Yo les he comunicado las palabras que tú me diste y ellos las han recibido. ¿Qué quiere decir esto de recibir esa palabra de Cristo? Como ya antes hemos dicho que en el discípulo se cumple la Palabra, no quiere decir simplemente el dar fruto. Recibir la palabra de Cristo es recibir la integridad de su mensaje, es decir, lo que me gusta y lo que no me gusta. Porque otra tentación que uno tiene cuando empieza a enamorarse de Jesús es que uno se queda únicamente con lo que uno le gusta. Los pasajes bonitos. Así pasa, por ejemplo, en nuestro tiempo que hay una cantidad de personas enamoradas del mensaje de la misericordia. Tienen toda la razón del mundo. No hay Misericordia como la de Jesús. Amén. Estamos todos de acuerdo en eso. Pero Jesús también habla de que hay un juicio. Jesús también habla de que hay una condenación para el que no se arrepienta. Jesús también habla que hay unas condiciones.

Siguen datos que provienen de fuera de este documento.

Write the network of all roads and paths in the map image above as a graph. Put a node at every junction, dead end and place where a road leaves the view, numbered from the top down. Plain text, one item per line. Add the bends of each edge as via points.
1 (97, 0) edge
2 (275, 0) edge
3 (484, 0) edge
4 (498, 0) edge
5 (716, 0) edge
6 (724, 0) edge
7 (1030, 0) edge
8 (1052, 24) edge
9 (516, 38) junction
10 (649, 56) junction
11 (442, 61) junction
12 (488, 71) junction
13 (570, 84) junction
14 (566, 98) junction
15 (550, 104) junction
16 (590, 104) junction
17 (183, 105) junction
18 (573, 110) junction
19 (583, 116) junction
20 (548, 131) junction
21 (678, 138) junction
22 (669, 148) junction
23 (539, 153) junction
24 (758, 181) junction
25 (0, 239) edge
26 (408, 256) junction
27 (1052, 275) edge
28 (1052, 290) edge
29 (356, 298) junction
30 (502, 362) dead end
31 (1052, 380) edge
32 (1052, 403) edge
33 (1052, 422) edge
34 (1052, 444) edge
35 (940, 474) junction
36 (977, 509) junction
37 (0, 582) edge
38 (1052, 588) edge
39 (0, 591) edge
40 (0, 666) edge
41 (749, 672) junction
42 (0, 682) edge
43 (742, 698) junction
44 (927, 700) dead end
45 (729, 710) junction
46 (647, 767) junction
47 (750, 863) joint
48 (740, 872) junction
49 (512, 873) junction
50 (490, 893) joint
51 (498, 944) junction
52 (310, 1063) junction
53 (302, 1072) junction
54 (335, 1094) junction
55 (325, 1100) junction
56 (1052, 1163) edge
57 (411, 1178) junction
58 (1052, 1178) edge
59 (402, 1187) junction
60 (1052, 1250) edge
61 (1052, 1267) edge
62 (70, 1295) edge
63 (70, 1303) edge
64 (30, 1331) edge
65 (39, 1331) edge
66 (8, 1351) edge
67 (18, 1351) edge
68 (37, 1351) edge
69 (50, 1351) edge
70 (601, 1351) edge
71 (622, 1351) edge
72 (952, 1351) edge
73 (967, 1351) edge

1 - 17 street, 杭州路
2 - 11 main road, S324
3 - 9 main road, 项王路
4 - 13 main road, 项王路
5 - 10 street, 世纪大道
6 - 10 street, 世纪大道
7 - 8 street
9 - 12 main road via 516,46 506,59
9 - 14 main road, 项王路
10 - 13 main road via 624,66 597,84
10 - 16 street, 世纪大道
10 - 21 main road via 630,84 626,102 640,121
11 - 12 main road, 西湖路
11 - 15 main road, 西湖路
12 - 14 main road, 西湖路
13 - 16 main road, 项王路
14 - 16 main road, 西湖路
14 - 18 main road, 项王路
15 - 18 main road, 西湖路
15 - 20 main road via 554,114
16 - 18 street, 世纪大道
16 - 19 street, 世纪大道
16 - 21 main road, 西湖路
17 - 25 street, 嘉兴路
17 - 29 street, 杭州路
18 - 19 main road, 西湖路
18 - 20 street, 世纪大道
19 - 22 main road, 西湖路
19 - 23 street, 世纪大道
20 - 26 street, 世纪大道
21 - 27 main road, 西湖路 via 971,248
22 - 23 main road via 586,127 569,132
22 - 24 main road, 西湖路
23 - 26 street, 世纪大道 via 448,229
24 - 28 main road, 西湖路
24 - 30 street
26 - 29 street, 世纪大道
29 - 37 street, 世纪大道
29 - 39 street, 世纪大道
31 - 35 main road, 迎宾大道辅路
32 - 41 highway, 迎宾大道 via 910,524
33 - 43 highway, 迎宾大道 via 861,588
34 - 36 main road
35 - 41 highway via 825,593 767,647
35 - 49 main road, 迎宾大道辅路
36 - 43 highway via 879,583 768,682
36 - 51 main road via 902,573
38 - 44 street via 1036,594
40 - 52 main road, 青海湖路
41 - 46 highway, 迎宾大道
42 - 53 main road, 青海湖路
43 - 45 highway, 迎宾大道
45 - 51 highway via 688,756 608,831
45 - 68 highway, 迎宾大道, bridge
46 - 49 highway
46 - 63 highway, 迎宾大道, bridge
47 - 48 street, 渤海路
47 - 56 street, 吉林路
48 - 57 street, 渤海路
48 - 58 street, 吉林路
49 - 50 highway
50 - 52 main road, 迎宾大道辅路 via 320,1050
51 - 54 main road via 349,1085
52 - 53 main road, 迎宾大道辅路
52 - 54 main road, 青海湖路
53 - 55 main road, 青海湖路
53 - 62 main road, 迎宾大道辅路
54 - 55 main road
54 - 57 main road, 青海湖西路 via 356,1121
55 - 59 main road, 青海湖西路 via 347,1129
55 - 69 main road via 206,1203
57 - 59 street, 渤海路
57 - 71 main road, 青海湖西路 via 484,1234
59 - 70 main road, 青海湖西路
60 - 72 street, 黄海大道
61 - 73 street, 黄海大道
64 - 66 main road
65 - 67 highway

Así, por ejemplo, le dice a varios en los Evangelios. Vete y no peques más. Esa frase ya no me gusta. A mí me gusta cuando me dicen que Jesús es misericordioso, que Jesús lo mima a uno lo consiente, que Jesús es súper tierno. Esa parte me gusta mucho, pero cuando me hablan de que Jesús tiene que separar a las ovejas de las cabras, entonces esas páginas sí las paso rápido, rápido, rápido, para ver si encuentro las páginas que a mí me gustan. Jesús dice aquí. Ellos han recibido mis palabras, todas las palabras, las que me gustan, las que no me gustan.

Ahora reconocen que yo salí de ti. Creen que tú me has enviado. Lo grandioso de reconocer a Cristo como el Enviado está en lo que dijo antes en conversación con los discípulos. Así como el Padre me envía a mí yo los envío a ustedes. Y por eso la coronación, podríamos decir, el grado y el posgrado del discípulo es reconocer que Cristo es el enviado del Padre y que nosotros somos los enviados de Cristo.

Hermanos, en esta escuela del discipulado todos tenemos mucho que aprender. Yo digo estas cosas no para que nadie se desanime, sino al contrario, para que todos, como dijo San Pablo, sea cual sea el punto en el que nos encontremos, avancemos con entusiasmo en la carrera que nos espera. Amén.